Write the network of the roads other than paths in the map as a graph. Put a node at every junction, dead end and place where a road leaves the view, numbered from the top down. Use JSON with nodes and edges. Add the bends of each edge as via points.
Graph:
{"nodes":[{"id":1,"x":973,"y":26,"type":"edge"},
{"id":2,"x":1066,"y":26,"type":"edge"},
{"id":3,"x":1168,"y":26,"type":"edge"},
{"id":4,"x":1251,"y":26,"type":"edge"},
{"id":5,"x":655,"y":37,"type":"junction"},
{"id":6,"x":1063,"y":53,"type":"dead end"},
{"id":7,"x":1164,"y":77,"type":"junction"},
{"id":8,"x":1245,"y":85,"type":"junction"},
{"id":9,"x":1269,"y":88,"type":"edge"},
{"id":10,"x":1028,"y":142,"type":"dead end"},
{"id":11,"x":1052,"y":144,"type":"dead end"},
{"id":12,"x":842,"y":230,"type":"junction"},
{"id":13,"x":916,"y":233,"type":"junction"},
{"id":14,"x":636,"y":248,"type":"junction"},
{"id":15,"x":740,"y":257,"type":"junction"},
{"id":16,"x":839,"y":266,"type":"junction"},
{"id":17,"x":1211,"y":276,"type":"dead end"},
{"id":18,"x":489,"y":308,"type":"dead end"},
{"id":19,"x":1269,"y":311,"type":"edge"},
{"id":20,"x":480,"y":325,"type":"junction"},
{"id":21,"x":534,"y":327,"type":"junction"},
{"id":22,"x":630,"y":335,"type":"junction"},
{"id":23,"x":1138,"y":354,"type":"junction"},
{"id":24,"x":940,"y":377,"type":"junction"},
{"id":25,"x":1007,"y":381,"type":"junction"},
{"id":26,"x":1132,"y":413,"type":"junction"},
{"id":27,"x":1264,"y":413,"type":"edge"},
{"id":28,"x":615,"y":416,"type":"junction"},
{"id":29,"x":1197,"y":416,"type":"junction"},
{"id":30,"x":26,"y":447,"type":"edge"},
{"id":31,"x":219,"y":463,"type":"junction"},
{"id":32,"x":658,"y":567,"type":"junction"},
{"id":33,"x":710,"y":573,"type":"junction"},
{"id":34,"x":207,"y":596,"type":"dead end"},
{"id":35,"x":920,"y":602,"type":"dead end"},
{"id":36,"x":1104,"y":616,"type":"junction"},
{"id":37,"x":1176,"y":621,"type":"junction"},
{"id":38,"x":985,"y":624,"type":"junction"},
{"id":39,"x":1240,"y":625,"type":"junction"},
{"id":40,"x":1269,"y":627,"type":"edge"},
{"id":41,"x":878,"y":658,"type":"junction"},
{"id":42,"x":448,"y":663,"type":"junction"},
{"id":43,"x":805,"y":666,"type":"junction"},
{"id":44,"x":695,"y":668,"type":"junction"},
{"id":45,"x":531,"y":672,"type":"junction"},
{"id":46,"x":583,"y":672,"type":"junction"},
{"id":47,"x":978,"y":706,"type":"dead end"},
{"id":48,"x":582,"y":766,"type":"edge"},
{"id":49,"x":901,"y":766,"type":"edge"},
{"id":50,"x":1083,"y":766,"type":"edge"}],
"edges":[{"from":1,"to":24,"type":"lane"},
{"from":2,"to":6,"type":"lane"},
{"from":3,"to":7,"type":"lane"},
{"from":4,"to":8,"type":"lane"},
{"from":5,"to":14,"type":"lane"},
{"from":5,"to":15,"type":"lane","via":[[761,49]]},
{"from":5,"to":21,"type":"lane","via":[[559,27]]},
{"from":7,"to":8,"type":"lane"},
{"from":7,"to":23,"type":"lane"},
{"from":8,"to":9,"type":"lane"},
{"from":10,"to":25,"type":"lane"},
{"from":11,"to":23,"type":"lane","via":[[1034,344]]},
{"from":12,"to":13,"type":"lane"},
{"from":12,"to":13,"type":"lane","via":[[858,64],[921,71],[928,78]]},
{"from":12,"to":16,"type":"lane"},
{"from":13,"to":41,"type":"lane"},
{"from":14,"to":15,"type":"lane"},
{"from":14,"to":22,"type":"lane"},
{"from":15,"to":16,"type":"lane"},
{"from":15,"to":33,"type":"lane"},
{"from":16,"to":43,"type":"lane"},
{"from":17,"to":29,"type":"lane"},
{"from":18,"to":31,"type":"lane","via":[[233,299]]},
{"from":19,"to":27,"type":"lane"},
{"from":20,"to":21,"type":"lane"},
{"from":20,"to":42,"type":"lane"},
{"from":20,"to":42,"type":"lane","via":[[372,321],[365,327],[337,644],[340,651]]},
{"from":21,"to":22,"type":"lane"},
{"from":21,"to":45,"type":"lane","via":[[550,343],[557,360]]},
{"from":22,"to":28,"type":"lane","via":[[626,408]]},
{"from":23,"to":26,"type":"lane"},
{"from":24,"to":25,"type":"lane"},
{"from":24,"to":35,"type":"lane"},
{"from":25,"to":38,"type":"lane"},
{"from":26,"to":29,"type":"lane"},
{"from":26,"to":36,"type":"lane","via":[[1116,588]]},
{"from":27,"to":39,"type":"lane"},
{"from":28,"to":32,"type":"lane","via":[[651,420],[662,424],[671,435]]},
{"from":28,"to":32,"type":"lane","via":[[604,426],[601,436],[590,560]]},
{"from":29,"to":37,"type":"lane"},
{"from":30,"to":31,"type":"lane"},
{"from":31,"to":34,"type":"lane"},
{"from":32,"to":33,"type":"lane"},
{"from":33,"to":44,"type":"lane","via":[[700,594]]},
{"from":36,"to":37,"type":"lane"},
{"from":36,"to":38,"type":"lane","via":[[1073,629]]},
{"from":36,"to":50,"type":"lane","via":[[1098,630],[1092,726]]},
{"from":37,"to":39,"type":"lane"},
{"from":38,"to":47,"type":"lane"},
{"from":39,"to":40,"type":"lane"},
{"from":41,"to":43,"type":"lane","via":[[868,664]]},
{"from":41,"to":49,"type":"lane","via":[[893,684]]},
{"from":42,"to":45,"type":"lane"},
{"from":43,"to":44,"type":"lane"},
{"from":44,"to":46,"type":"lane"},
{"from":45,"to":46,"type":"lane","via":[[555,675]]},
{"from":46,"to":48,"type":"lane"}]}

» TASK STATEMENT
Print all the records precisely.

» OUTPUT BELOW
Write the network of the roads other than paths in the map as a graph. Put a node at every junction, dead end and place where a road leaves the view, numbered from the top down. Use JSON with nodes and edges. Add the bends of each edge as via points.
Graph:
{"nodes":[{"id":1,"x":973,"y":26,"type":"edge"},
{"id":2,"x":1066,"y":26,"type":"edge"},
{"id":3,"x":1168,"y":26,"type":"edge"},
{"id":4,"x":1251,"y":26,"type":"edge"},
{"id":5,"x":655,"y":37,"type":"junction"},
{"id":6,"x":1063,"y":53,"type":"dead end"},
{"id":7,"x":1164,"y":77,"type":"junction"},
{"id":8,"x":1245,"y":85,"type":"junction"},
{"id":9,"x":1269,"y":88,"type":"edge"},
{"id":10,"x":1028,"y":142,"type":"dead end"},
{"id":11,"x":1052,"y":144,"type":"dead end"},
{"id":12,"x":842,"y":230,"type":"junction"},
{"id":13,"x":916,"y":233,"type":"junction"},
{"id":14,"x":636,"y":248,"type":"junction"},
{"id":15,"x":740,"y":257,"type":"junction"},
{"id":16,"x":839,"y":266,"type":"junction"},
{"id":17,"x":1211,"y":276,"type":"dead end"},
{"id":18,"x":489,"y":308,"type":"dead end"},
{"id":19,"x":1269,"y":311,"type":"edge"},
{"id":20,"x":480,"y":325,"type":"junction"},
{"id":21,"x":534,"y":327,"type":"junction"},
{"id":22,"x":630,"y":335,"type":"junction"},
{"id":23,"x":1138,"y":354,"type":"junction"},
{"id":24,"x":940,"y":377,"type":"junction"},
{"id":25,"x":1007,"y":381,"type":"junction"},
{"id":26,"x":1132,"y":413,"type":"junction"},
{"id":27,"x":1264,"y":413,"type":"edge"},
{"id":28,"x":615,"y":416,"type":"junction"},
{"id":29,"x":1197,"y":416,"type":"junction"},
{"id":30,"x":26,"y":447,"type":"edge"},
{"id":31,"x":219,"y":463,"type":"junction"},
{"id":32,"x":658,"y":567,"type":"junction"},
{"id":33,"x":710,"y":573,"type":"junction"},
{"id":34,"x":207,"y":596,"type":"dead end"},
{"id":35,"x":920,"y":602,"type":"dead end"},
{"id":36,"x":1104,"y":616,"type":"junction"},
{"id":37,"x":1176,"y":621,"type":"junction"},
{"id":38,"x":985,"y":624,"type":"junction"},
{"id":39,"x":1240,"y":625,"type":"junction"},
{"id":40,"x":1269,"y":627,"type":"edge"},
{"id":41,"x":878,"y":658,"type":"junction"},
{"id":42,"x":448,"y":663,"type":"junction"},
{"id":43,"x":805,"y":666,"type":"junction"},
{"id":44,"x":695,"y":668,"type":"junction"},
{"id":45,"x":531,"y":672,"type":"junction"},
{"id":46,"x":583,"y":672,"type":"junction"},
{"id":47,"x":978,"y":706,"type":"dead end"},
{"id":48,"x":582,"y":766,"type":"edge"},
{"id":49,"x":901,"y":766,"type":"edge"},
{"id":50,"x":1083,"y":766,"type":"edge"}],
"edges":[{"from":1,"to":24,"type":"lane"},
{"from":2,"to":6,"type":"lane"},
{"from":3,"to":7,"type":"lane"},
{"from":4,"to":8,"type":"lane"},
{"from":5,"to":14,"type":"lane"},
{"from":5,"to":15,"type":"lane","via":[[761,49]]},
{"from":5,"to":21,"type":"lane","via":[[559,27]]},
{"from":7,"to":8,"type":"lane"},
{"from":7,"to":23,"type":"lane"},
{"from":8,"to":9,"type":"lane"},
{"from":10,"to":25,"type":"lane"},
{"from":11,"to":23,"type":"lane","via":[[1034,344]]},
{"from":12,"to":13,"type":"lane"},
{"from":12,"to":13,"type":"lane","via":[[858,64],[921,71],[928,78]]},
{"from":12,"to":16,"type":"lane"},
{"from":13,"to":41,"type":"lane"},
{"from":14,"to":15,"type":"lane"},
{"from":14,"to":22,"type":"lane"},
{"from":15,"to":16,"type":"lane"},
{"from":15,"to":33,"type":"lane"},
{"from":16,"to":43,"type":"lane"},
{"from":17,"to":29,"type":"lane"},
{"from":18,"to":31,"type":"lane","via":[[233,299]]},
{"from":19,"to":27,"type":"lane"},
{"from":20,"to":21,"type":"lane"},
{"from":20,"to":42,"type":"lane"},
{"from":20,"to":42,"type":"lane","via":[[372,321],[365,327],[337,644],[340,651]]},
{"from":21,"to":22,"type":"lane"},
{"from":21,"to":45,"type":"lane","via":[[550,343],[557,360]]},
{"from":22,"to":28,"type":"lane","via":[[626,408]]},
{"from":23,"to":26,"type":"lane"},
{"from":24,"to":25,"type":"lane"},
{"from":24,"to":35,"type":"lane"},
{"from":25,"to":38,"type":"lane"},
{"from":26,"to":29,"type":"lane"},
{"from":26,"to":36,"type":"lane","via":[[1116,588]]},
{"from":27,"to":39,"type":"lane"},
{"from":28,"to":32,"type":"lane","via":[[651,420],[662,424],[671,435]]},
{"from":28,"to":32,"type":"lane","via":[[604,426],[601,436],[590,560]]},
{"from":29,"to":37,"type":"lane"},
{"from":30,"to":31,"type":"lane"},
{"from":31,"to":34,"type":"lane"},
{"from":32,"to":33,"type":"lane"},
{"from":33,"to":44,"type":"lane","via":[[700,594]]},
{"from":36,"to":37,"type":"lane"},
{"from":36,"to":38,"type":"lane","via":[[1073,629]]},
{"from":36,"to":50,"type":"lane","via":[[1098,630],[1092,726]]},
{"from":37,"to":39,"type":"lane"},
{"from":38,"to":47,"type":"lane"},
{"from":39,"to":40,"type":"lane"},
{"from":41,"to":43,"type":"lane","via":[[868,664]]},
{"from":41,"to":49,"type":"lane","via":[[893,684]]},
{"from":42,"to":45,"type":"lane"},
{"from":43,"to":44,"type":"lane"},
{"from":44,"to":46,"type":"lane"},
{"from":45,"to":46,"type":"lane","via":[[555,675]]},
{"from":46,"to":48,"type":"lane"}]}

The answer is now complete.